In the material below, find each line holding the string "lane" and copy it.

---- Task material

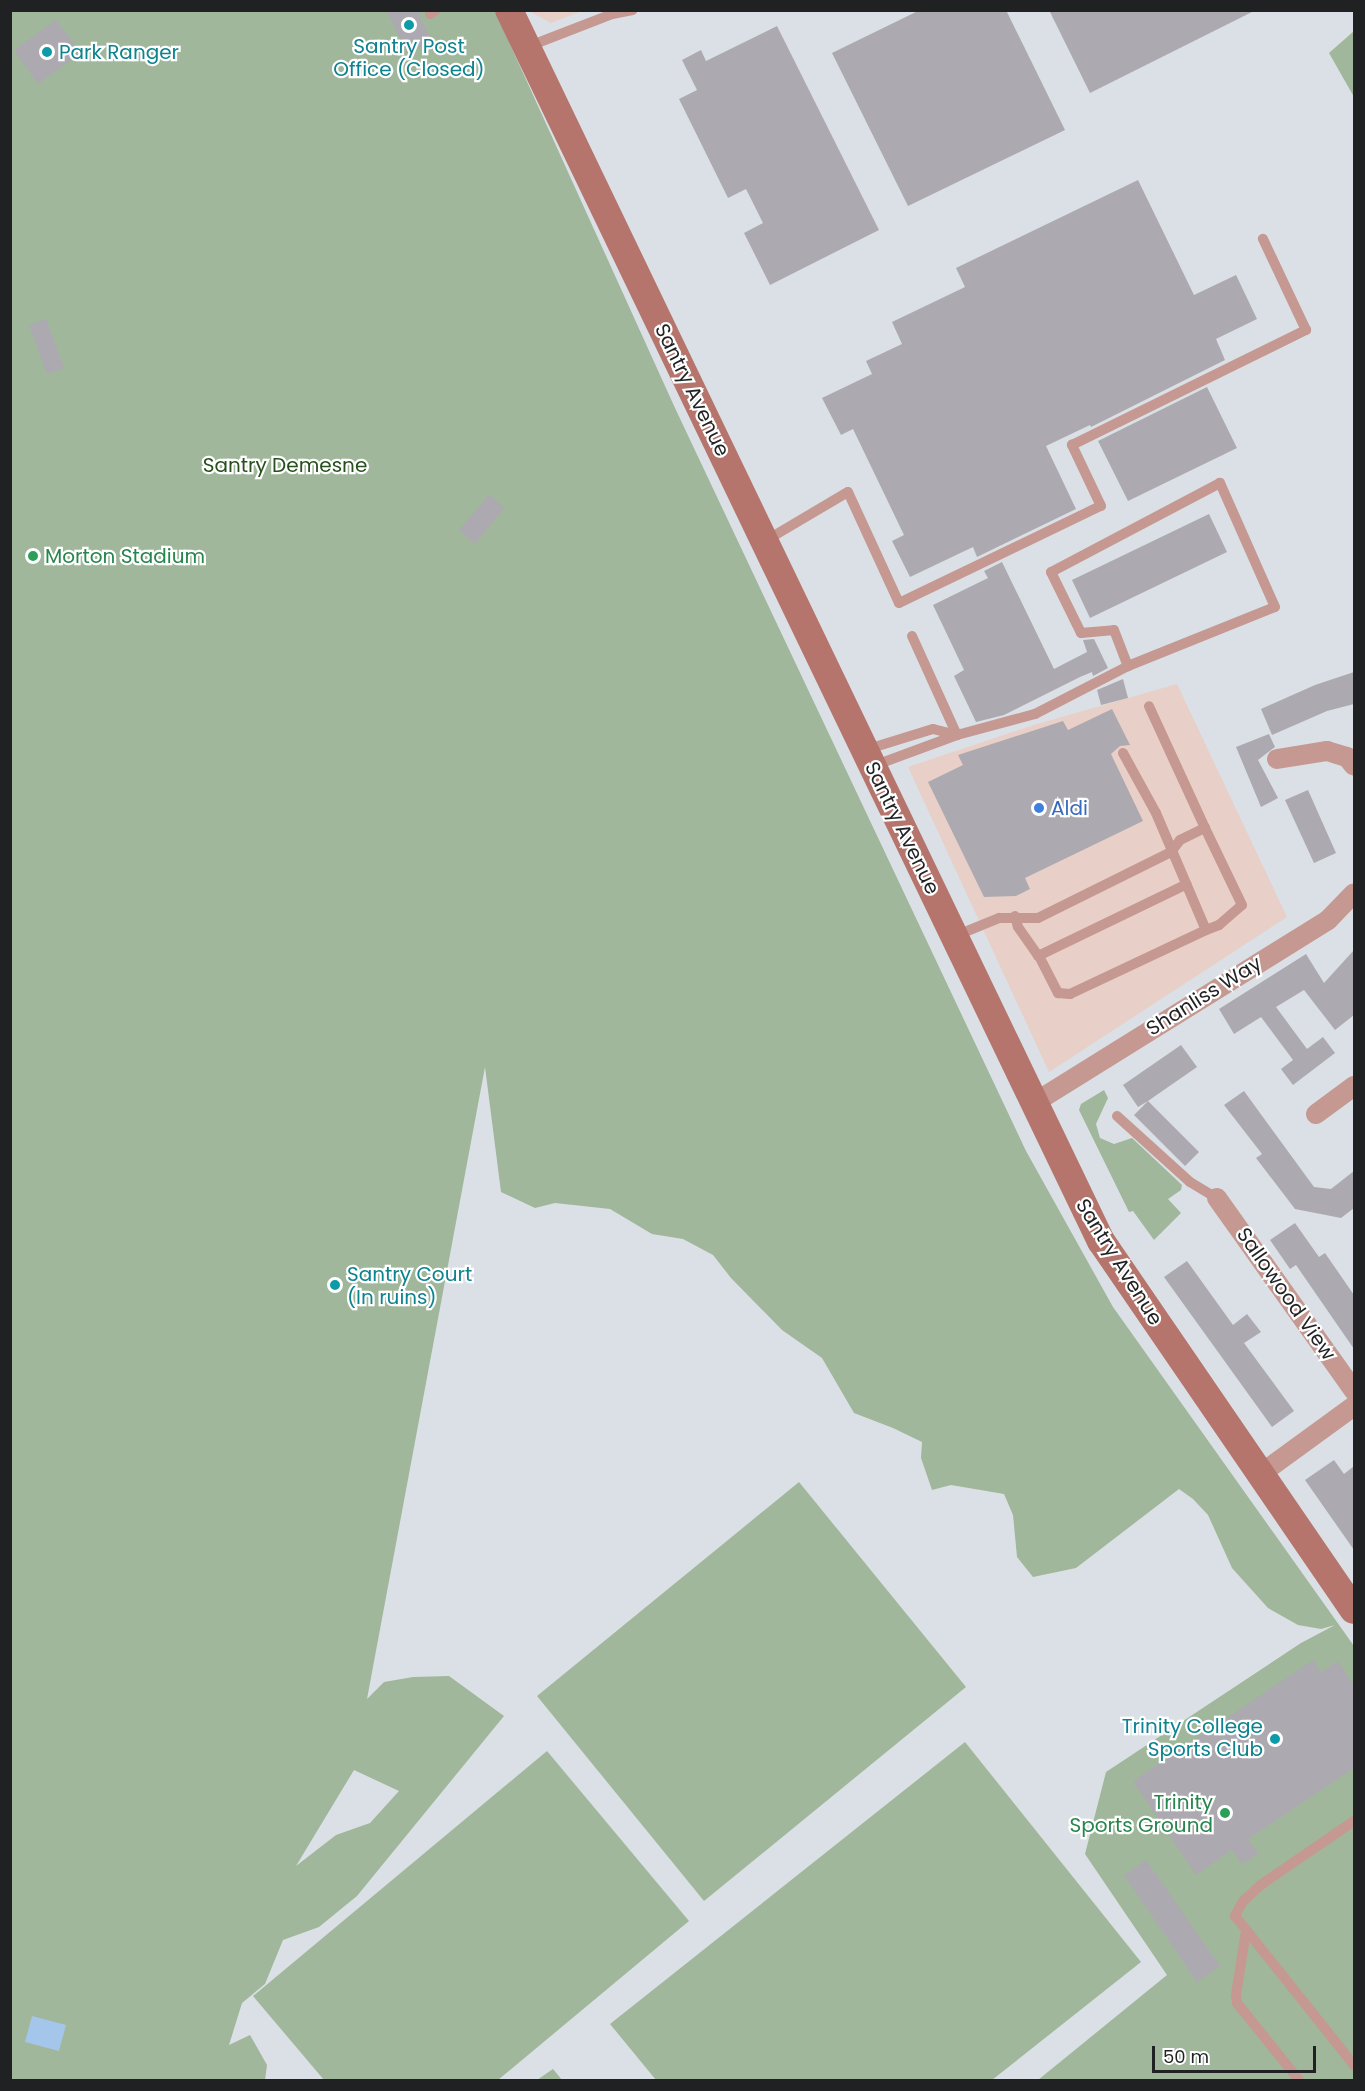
<!DOCTYPE html>
<style>
body{margin:0}
#map{position:relative;width:1365px;height:2091px;overflow:hidden;background:#dae0e5;font-family:Poppins,sans-serif}
div>[style]{position:absolute}
.commercial>*{inset:0;background:#e8cfc7}
.green>*{inset:0;background:#a0b79b}
.water>*{inset:0;background:#a4c6ea}
.building>*{inset:0;background:#acaab0}
.lane>*{height:10px;margin:-5px;padding:0 5px;transform-origin:5px;border-radius:5px;background:#c59891}
.street>*{height:20px;margin:-10px;padding:0 10px;transform-origin:10px;border-radius:10px;background:#c59891}
.secondary>*{height:28px;margin:-14px;padding:0 14px;transform-origin:14px;border-radius:14px;background:#b6756c}
.dots>*{width:16px;height:16px;translate:-50% -50%;box-sizing:border-box;border:3px solid #fff;border-radius:50%}
span{translate:-50% -50%;white-space:nowrap;text-align:center;line-height:1.15;-webkit-text-stroke:4.5px #fff;paint-order:stroke}
.culture-label{font-size:20px;color:#0d838f}
.left{translate:0 -50%;text-align:left}
.right{translate:-100% -50%;text-align:right}
.street-label{font-size:20px;color:#1f2123}
.park-label{font-size:20px;color:#26501c}
.leisure-label{font-size:20px;color:#27864d}
.shop-label{font-size:20px;color:#366cbe}
.frame{position:absolute;inset:0;border:12px solid #1f2123;pointer-events:none}
.scale{position:absolute;left:1152px;top:2046px;width:164px;height:27px;box-sizing:border-box;border:3px solid #1f2123;border-top:0;padding-left:8px;font-size:18px;line-height:21px;white-space:nowrap;color:#1f2123;-webkit-text-stroke:4px #fff;paint-order:stroke}
</style>
<div id="map">
<div class="commercial">
<div style="clip-path:polygon(529px 11px,529px 10px,582px 11px,551px 23px)"></div>
<div style="clip-path:polygon(1177px 684px,1287px 917px,1049px 1072px,908px 767px,1034px 725px)"></div>
</div>
<div class="green">
<div style="clip-path:polygon(evenodd,11px 11px,495px 11px,675px 408px,1026px 1151px,1113px 1307px,1354px 1646px,1354px 2080px,1038px 2080px,1167px 1975px,1085px 1854px,1106px 1772px,1301px 1643px,1335px 1625px,1321px 1629px,1298px 1625px,1268px 1608px,1232px 1568px,1208px 1515px,1193px 1499px,1179px 1489px,1076px 1568px,1033px 1577px,1017px 1557px,1013px 1515px,1004px 1494px,951px 1485px,932px 1490px,921px 1458px,922px 1442px,893px 1428px,854px 1413px,822px 1358px,782px 1330px,731px 1278px,713px 1255px,683px 1239px,652px 1234px,610px 1209px,555px 1203px,535px 1208px,501px 1192px,485px 1067px,367px 1699px,384px 1682px,413px 1677px,449px 1676px,504px 1716px,357px 1896px,319px 1927px,283px 1940px,265px 1984px,242px 2003px,229px 2045px,250px 2035px,267px 2065px,265px 2080px,11px 2080px,11px 11px,354px 1770px,399px 1791px,370px 1823px,336px 1835px,296px 1866px,354px 1770px)"></div>
<div style="clip-path:polygon(1354px 31px,1354px 97px,1329px 53px)"></div>
<div style="clip-path:polygon(1104px 1090px,1108px 1098px,1096px 1124px,1100px 1138px,1114px 1144px,1132px 1138px,1182px 1185px,1181px 1190px,1168px 1199px,1181px 1213px,1154px 1240px,1133px 1211px,1129px 1212px,1079px 1110px,1081px 1104px)"></div>
<div style="clip-path:polygon(799px 1482px,966px 1687px,704px 1901px,537px 1696px)"></div>
<div style="clip-path:polygon(965px 1742px,1141px 1962px,992px 2080px,656px 2080px,610px 2024px)"></div>
<div style="clip-path:polygon(547px 1751px,689px 1921px,498px 2080px,324px 2080px,253px 1996px)"></div>
<div style="clip-path:polygon(553px 2069px,562px 2080px,537px 2080px)"></div>
</div>
<div class="water">
<div style="clip-path:polygon(32px 2016px,66px 2025px,59px 2051px,25px 2042px)"></div>
</div>
<div class="building">
<div style="clip-path:polygon(386px 10px,417px 10px,432px 41px,407px 53px)"></div>
<div style="clip-path:polygon(920px 10px,1006px 10px,1065px 130px,908px 206px,832px 53px)"></div>
<div style="clip-path:polygon(1049px 10px,1256px 10px,1090px 93px)"></div>
<div style="clip-path:polygon(56px 20px,81px 53px,38px 84px,14px 50px)"></div>
<div style="clip-path:polygon(777px 26px,879px 230px,770px 285px,744px 233px,763px 223px,746px 189px,728px 198px,679px 99px,697px 90px,682px 60px,701px 50px,706px 61px)"></div>
<div style="clip-path:polygon(1138px 180px,1194px 295px,1236px 275px,1257px 319px,1216px 339px,1225px 360px,1091px 427px,1090px 425px,1046px 446px,1076px 509px,977px 557px,973px 547px,910px 577px,892px 541px,904px 535px,853px 429px,841px 435px,822px 398px,872px 374px,866px 361px,902px 344px,892px 322px,965px 287px,956px 268px)"></div>
<div style="clip-path:polygon(46px 319px,64px 368px,47px 374px,29px 325px)"></div>
<div style="clip-path:polygon(1207px 387px,1237px 448px,1128px 501px,1098px 441px)"></div>
<div style="clip-path:polygon(489px 495px,504px 508px,475px 544px,459px 530px)"></div>
<div style="clip-path:polygon(1209px 514px,1227px 552px,1090px 618px,1072px 580px)"></div>
<div style="clip-path:polygon(1002px 562px,1054px 669px,1087px 652px,1083px 640px,1094px 639px,1108px 668px,1093px 676px,1092px 672px,1080px 677px,1004px 715px,976px 722px,954px 676px,964px 670px,933px 605px,988px 578px,984px 571px)"></div>
<div style="clip-path:polygon(1354px 672px,1354px 704px,1327px 711px,1272px 735px,1261px 709px,1315px 685px)"></div>
<div style="clip-path:polygon(1123px 679px,1128px 698px,1101px 705px,1097px 690px)"></div>
<div style="clip-path:polygon(1112px 709px,1130px 745px,1120px 746px,1111px 754px,1143px 821px,1025px 878px,1030px 889px,1016px 896px,984px 897px,928px 782px,963px 765px,958px 755px,1063px 721px,1068px 730px)"></div>
<div style="clip-path:polygon(1269px 734px,1275px 747px,1258px 760px,1278px 798px,1261px 807px,1236px 747px)"></div>
<div style="clip-path:polygon(1308px 790px,1336px 853px,1314px 863px,1285px 800px)"></div>
<div style="clip-path:polygon(1354px 950px,1354px 1015px,1335px 1030px,1304px 990px,1276px 1007px,1307px 1049px,1323px 1037px,1335px 1053px,1293px 1085px,1281px 1069px,1293px 1060px,1261px 1017px,1234px 1034px,1219px 1009px,1306px 954px,1324px 983px)"></div>
<div style="clip-path:polygon(1181px 1045px,1197px 1067px,1148px 1101px,1199px 1152px,1185px 1166px,1134px 1115px,1148px 1101px,1138px 1107px,1123px 1085px)"></div>
<div style="clip-path:polygon(1244px 1091px,1314px 1187px,1331px 1189px,1354px 1171px,1354px 1208px,1341px 1218px,1295px 1209px,1256px 1158px,1262px 1154px,1224px 1105px)"></div>
<div style="clip-path:polygon(1295px 1223px,1319px 1257px,1325px 1253px,1354px 1295px,1354px 1349px,1296px 1265px,1290px 1269px,1270px 1240px)"></div>
<div style="clip-path:polygon(1187px 1261px,1233px 1325px,1247px 1314px,1261px 1332px,1244px 1343px,1294px 1411px,1272px 1427px,1164px 1277px)"></div>
<div style="clip-path:polygon(1334px 1460px,1344px 1474px,1354px 1466px,1354px 1550px,1305px 1480px)"></div>
<div style="clip-path:polygon(1313px 1660px,1321px 1672px,1338px 1661px,1354px 1686px,1354px 1768px,1248px 1839px,1258px 1854px,1242px 1864px,1232px 1850px,1196px 1875px,1133px 1781px)"></div>
<div style="clip-path:polygon(1146px 1860px,1220px 1966px,1197px 1982px,1124px 1875px)"></div>
</div>
<div class="lane">
<div style="left:430px;top:14px;width:7px;rotate:-34deg"></div>
<div style="left:527px;top:47px;width:91px;rotate:-21.2deg"></div>
<div style="left:612px;top:14px;width:21px;rotate:-11deg"></div>
<div style="left:765px;top:541px;width:96px;rotate:-30.6deg"></div>
<div style="left:848px;top:492px;width:122px;rotate:65.3deg"></div>
<div style="left:899px;top:603px;width:224px;rotate:-25.7deg"></div>
<div style="left:1101px;top:506px;width:68px;rotate:-115.4deg"></div>
<div style="left:1072px;top:445px;width:261px;rotate:-26.2deg"></div>
<div style="left:1306px;top:330px;width:101px;rotate:-115.3deg"></div>
<div style="left:912px;top:636px;width:109px;rotate:65.6deg"></div>
<div style="left:957px;top:735px;width:81px;rotate:-15.1deg"></div>
<div style="left:1035px;top:714px;width:105px;rotate:-27.3deg"></div>
<div style="left:1128px;top:666px;width:158px;rotate:-21.9deg"></div>
<div style="left:1275px;top:607px;width:136px;rotate:-113.9deg"></div>
<div style="left:1220px;top:483px;width:191px;rotate:152.2deg"></div>
<div style="left:1051px;top:572px;width:68px;rotate:63.8deg"></div>
<div style="left:1081px;top:633px;width:33px;rotate:-5deg"></div>
<div style="left:1114px;top:630px;width:39px;rotate:69deg"></div>
<div style="left:865px;top:750px;width:71px;rotate:-17.2deg"></div>
<div style="left:933px;top:729px;width:25px;rotate:14deg"></div>
<div style="left:957px;top:735px;width:90px;rotate:159.7deg"></div>
<div style="left:1123px;top:753px;width:68px;rotate:61.2deg"></div>
<div style="left:1156px;top:813px;width:127px;rotate:66.9deg"></div>
<div style="left:1206px;top:930px;width:14px;rotate:-21deg"></div>
<div style="left:1219px;top:925px;width:30px;rotate:-41deg"></div>
<div style="left:1242px;top:905px;width:85px;rotate:-115.7deg"></div>
<div style="left:1015px;top:916px;width:11px;rotate:75deg"></div>
<div style="left:1018px;top:927px;width:35px;rotate:55deg"></div>
<div style="left:1038px;top:956px;width:165px;rotate:-25.8deg"></div>
<div style="left:955px;top:936px;width:48px;rotate:-22.2deg"></div>
<div style="left:999px;top:918px;width:39px"></div>
<div style="left:1038px;top:918px;width:148px;rotate:-26.4deg"></div>
<div style="left:1171px;top:852px;width:15px;rotate:-53deg"></div>
<div style="left:1180px;top:840px;width:28px;rotate:-26deg"></div>
<div style="left:1205px;top:828px;width:134px;rotate:-114.7deg"></div>
<div style="left:1039px;top:956px;width:42px;rotate:62.8deg"></div>
<div style="left:1058px;top:993px;width:12px;rotate:5deg"></div>
<div style="left:1070px;top:994px;width:150px;rotate:-25.2deg"></div>
<div style="left:1117px;top:1116px;width:98px;rotate:42.1deg"></div>
<div style="left:1190px;top:1182px;width:31px;rotate:31deg"></div>
<div style="left:1354px;top:1821px;width:112px;rotate:145.6deg"></div>
<div style="left:1262px;top:1884px;width:25px;rotate:138deg"></div>
<div style="left:1243px;top:1901px;width:17px;rotate:118deg"></div>
<div style="left:1235px;top:1916px;width:191px;rotate:51.4deg"></div>
<div style="left:1246px;top:1931px;width:65px;rotate:98.9deg"></div>
<div style="left:1236px;top:1995px;width:8px;rotate:83deg"></div>
<div style="left:1237px;top:2003px;width:99px;rotate:51.2deg"></div>
</div>
<div class="street">
<div style="left:1277px;top:759px;width:51px;rotate:-9.1deg"></div>
<div style="left:1327px;top:751px;width:21px;rotate:17deg"></div>
<div style="left:1347px;top:757px;width:11px;rotate:52deg"></div>
<div style="left:1034px;top:1103px;width:346px;rotate:-31.9deg"></div>
<div style="left:1328px;top:920px;width:37px;rotate:-46deg"></div>
<div style="left:1316px;top:1114px;width:47px;rotate:-36.4deg"></div>
<div style="left:1217px;top:1198px;width:237px;rotate:54.6deg"></div>
<div style="left:1262px;top:1473px;width:114px;rotate:-36.1deg"></div>
</div>
<div class="secondary">
<div style="left:509px;top:10px;width:1366px;rotate:64.32deg"></div>
<div style="left:1101px;top:1241px;width:447px;rotate:55.6deg"></div>
</div>
<div class="dots">
<div style="left:409px;top:25px;background:#0f9aa8"></div>
<div style="left:47px;top:52px;background:#0f9aa8"></div>
<div style="left:33px;top:556px;background:#2e9e5b"></div>
<div style="left:1039px;top:808px;background:#3f7fe0"></div>
<div style="left:335px;top:1285px;background:#0f9aa8"></div>
<div style="left:1275px;top:1739px;background:#0f9aa8"></div>
<div style="left:1225px;top:1813px;background:#2e9e5b"></div>
</div>
<div class="culture-label">
<span style="left:409px;top:58px">Santry Post<br>Office (Closed)</span>
<span class="left" style="left:59px;top:52px">Park Ranger</span>
<span class="left" style="left:347px;top:1286px">Santry Court<br>(In ruins)</span>
<span class="right" style="left:1263px;top:1738px">Trinity College<br>Sports Club</span>
</div>
<div class="street-label">
<span style="left:692px;top:390px;rotate:64deg">Santry Avenue</span>
<span style="left:902px;top:828px;rotate:64deg">Santry Avenue</span>
<span style="left:1204px;top:996px;rotate:-32deg">Shanliss Way</span>
<span style="left:1119px;top:1262px;rotate:58deg">Santry Avenue</span>
<span style="left:1286px;top:1294px;rotate:55deg">Sallowood View</span>
</div>
<div class="park-label">
<span style="left:285px;top:465px">Santry Demesne</span>
</div>
<div class="leisure-label">
<span class="left" style="left:45px;top:556px">Morton Stadium</span>
<span class="right" style="left:1213px;top:1814px">Trinity<br>Sports Ground</span>
</div>
<div class="shop-label">
<span class="left" style="left:1051px;top:808px">Aldi</span>
</div>
<div class="frame"></div>
<div class="scale">50 m</div>
</div>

--------

**Answer for the task**
.lane>*{height:10px;margin:-5px;padding:0 5px;transform-origin:5px;border-radius:5px;background:#c59891}
<div class="lane">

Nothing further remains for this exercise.